Timeouts & Deadlines (Stop Hanging Threads)
Production incident
An upstream endpoint becomes slow but does not fail. Requests hang for minutes. Your service keeps accepting traffic and waiting. Thread pool queue grows, memory climbs due to buffered responses, and the whole API becomes unresponsive. The root cause is simple: no explicit timeouts, no cancellation propagation, and a default HttpClient timeout that is either infinite or completely misaligned with your SLO.
Symptoms
- Latency climbs gradually, then falls off a cliff under concurrency.
- Many requests stuck in "in flight" state with no response.
- Thread pool starvation signals, increased queue length, and rising memory due to pending tasks and buffers.

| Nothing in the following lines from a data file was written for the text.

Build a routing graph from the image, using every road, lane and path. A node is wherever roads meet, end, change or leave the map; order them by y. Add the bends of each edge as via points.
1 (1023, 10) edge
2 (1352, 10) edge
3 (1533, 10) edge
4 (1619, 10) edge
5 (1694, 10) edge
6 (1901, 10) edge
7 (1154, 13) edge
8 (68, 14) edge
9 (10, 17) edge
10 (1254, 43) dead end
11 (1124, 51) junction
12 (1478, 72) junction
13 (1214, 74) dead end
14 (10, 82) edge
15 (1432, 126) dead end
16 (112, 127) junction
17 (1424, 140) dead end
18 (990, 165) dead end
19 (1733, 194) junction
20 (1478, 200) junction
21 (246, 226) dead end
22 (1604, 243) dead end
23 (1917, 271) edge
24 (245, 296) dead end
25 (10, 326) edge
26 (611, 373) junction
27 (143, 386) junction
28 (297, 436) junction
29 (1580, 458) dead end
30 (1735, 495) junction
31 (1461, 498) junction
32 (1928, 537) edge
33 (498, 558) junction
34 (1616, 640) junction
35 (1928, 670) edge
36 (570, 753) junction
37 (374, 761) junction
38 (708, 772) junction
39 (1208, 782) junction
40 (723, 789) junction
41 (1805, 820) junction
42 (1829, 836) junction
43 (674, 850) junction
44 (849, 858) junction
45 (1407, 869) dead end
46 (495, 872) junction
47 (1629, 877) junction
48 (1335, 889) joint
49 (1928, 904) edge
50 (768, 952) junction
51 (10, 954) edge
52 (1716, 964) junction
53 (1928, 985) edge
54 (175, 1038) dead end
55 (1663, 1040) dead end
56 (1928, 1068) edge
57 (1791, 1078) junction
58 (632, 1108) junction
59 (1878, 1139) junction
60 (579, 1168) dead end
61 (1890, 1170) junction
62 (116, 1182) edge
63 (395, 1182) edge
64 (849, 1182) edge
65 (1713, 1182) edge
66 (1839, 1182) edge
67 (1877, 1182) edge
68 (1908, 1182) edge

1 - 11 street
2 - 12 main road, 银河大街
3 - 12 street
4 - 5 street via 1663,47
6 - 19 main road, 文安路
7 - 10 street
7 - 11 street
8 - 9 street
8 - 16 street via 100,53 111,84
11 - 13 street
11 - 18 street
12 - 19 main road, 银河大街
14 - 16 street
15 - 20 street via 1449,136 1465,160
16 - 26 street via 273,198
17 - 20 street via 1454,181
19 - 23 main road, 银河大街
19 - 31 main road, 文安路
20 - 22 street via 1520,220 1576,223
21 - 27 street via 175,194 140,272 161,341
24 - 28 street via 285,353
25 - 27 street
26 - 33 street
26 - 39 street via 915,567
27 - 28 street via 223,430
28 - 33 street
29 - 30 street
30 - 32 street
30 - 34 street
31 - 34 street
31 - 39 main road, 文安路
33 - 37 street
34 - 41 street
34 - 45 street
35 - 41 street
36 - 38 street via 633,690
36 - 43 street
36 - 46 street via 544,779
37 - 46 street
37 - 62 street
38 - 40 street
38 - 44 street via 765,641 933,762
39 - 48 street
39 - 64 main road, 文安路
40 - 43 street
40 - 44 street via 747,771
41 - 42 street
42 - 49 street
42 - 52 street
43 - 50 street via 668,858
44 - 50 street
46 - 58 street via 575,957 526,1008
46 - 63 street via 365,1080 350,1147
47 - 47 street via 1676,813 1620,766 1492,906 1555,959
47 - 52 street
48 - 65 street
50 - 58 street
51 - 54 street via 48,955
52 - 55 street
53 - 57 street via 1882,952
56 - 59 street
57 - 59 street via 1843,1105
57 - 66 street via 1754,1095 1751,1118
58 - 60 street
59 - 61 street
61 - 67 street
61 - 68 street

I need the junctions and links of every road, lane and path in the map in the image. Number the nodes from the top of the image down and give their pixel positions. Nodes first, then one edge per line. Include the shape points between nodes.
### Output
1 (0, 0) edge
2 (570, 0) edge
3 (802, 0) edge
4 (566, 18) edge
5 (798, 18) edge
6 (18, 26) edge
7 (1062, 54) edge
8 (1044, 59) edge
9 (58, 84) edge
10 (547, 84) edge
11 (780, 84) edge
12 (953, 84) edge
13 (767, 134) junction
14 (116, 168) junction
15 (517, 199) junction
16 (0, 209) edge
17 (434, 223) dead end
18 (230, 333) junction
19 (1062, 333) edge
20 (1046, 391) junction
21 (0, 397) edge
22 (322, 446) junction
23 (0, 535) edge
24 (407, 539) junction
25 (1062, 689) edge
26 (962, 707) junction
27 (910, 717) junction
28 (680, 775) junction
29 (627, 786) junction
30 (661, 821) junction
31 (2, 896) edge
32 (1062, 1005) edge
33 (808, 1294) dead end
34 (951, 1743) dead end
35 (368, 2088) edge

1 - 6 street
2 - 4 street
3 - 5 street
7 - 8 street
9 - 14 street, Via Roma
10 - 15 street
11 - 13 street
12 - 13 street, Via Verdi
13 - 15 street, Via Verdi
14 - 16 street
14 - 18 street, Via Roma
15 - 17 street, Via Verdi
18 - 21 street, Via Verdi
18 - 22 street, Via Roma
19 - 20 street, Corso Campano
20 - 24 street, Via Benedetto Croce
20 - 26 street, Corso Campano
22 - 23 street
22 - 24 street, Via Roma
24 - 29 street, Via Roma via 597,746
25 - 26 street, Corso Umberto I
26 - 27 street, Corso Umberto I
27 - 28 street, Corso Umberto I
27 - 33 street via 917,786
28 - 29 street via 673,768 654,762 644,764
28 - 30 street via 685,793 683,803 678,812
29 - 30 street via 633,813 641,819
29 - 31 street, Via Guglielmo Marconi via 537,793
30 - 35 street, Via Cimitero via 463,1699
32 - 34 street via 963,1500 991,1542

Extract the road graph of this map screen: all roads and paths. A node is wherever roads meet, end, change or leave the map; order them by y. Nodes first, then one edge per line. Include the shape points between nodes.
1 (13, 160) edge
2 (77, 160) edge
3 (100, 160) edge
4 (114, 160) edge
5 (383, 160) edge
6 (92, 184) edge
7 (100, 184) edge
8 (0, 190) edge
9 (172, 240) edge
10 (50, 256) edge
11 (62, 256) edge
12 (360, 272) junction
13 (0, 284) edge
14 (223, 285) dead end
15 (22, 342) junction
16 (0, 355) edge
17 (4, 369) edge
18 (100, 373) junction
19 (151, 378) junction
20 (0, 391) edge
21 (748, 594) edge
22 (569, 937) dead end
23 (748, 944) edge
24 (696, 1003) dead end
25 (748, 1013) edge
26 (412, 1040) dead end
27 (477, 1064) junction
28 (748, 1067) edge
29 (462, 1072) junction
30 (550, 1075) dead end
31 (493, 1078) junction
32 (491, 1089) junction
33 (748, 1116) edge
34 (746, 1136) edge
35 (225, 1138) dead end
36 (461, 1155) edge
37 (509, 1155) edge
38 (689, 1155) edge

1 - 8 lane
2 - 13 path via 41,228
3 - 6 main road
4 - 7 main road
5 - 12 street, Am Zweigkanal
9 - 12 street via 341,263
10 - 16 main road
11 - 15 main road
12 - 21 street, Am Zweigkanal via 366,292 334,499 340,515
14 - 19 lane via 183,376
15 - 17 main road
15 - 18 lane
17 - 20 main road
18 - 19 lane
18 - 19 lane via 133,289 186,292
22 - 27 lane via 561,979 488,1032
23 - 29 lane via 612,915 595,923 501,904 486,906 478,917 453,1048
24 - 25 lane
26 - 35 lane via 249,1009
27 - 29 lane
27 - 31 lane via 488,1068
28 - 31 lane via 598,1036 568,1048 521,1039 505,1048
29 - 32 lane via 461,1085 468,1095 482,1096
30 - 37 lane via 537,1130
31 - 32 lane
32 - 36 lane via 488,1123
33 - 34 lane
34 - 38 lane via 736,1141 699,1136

- Downstream looks "alive" but slow, causing a slow-loris style failure at the application level.
Causes
- No deadline: outbound calls wait indefinitely.
- Wrong timeout layer: setting only HttpClient.Timeout or only server request timeout, but not aligning budgets across the stack.
- Cancellation not wired: CancellationToken is ignored, so aborting the request does not abort the outbound call.
- Connect vs request: you need connect timeouts and total request deadlines; they are not the same.
Diagnosis
# Find missing cancellation propagation
grep -R "CancellationToken" -n . | head
grep -R "GetAsync(" -n .
grep -R "PostAsync(" -n .
# Look for long running outbound spans in tracing
# If you do not have traces, log outbound duration and status codes
Confirm whether aborted inbound requests still continue to call upstream. This is a classic leak of work and money in production.
Anti-pattern
// No cancellation, no deadline. This will accumulate hanging calls.
public Task<HttpResponseMessage> CallUpstream()
{
return _http.GetAsync("api/slow");
}
// Misleading: one global timeout that does not match per-endpoint budgets _http.Timeout = TimeSpan.FromMinutes(5);
Correct pattern
Set budgets per call, propagate CancellationToken, and use a linked token source to enforce a hard deadline.
public async Task<HttpResponseMessage> CallUpstreamAsync(CancellationToken requestAborted)
{
// Example budget: total 2 seconds for this downstream call
using var cts = CancellationTokenSource.CreateLinkedTokenSource(requestAborted);
cts.CancelAfter(TimeSpan.FromSeconds(2));
using var req = new HttpRequestMessage(HttpMethod.Get, "api/slow");
// ResponseHeadersRead prevents buffering the entire response before returning
var resp = await _http.SendAsync(
req,
HttpCompletionOption.ResponseHeadersRead,
cts.Token
);
return resp;
}
Connect timeout and handshake considerations
Some hangs are connect or TLS handshake stalls. Prefer configuring handler-level timeouts where available and keep them tighter than your total budget.
services.AddHttpClient("UpstreamB")
.ConfigurePrimaryHttpMessageHandler(() => new SocketsHttpHandler
{
ConnectTimeout = TimeSpan.FromSeconds(1),
PooledConnectionLifetime = TimeSpan.FromMinutes(5)
});
Budget alignment
- Inbound server budget: if your endpoint SLO is 1 second, your downstream calls cannot each take 1 second. You need a budget split.
- Per-hop budgets: allocate time for retries, queueing, and serialization.
- Hard stop: always have a total deadline, even if you allow some retries inside.
Security and performance impact
- Performance: hung calls are a resource leak. Timeouts protect capacity and reduce tail latency.
- Security: slow upstream dependencies can be used to degrade availability. Proper deadlines reduce application-level DOS impact.
Operational notes
- Monitoring: timeout rate per upstream and per endpoint, duration histograms, cancelled request counts, and concurrent outbound calls.
- Rollout: introduce timeouts gradually. Too aggressive can increase error rate. The goal is controlled failure, not random failure.
- Rollback: keep budgets configurable so you can relax them temporarily during upstream incidents, without redeploy.
Checklist
- Every outbound call has a total deadline.
- CancellationToken is propagated from inbound request to outbound call.
- Connect timeout is configured where appropriate.
- Response buffering is controlled (ResponseHeadersRead for large payloads).
- Dashboards show timeout rate and long-tail durations.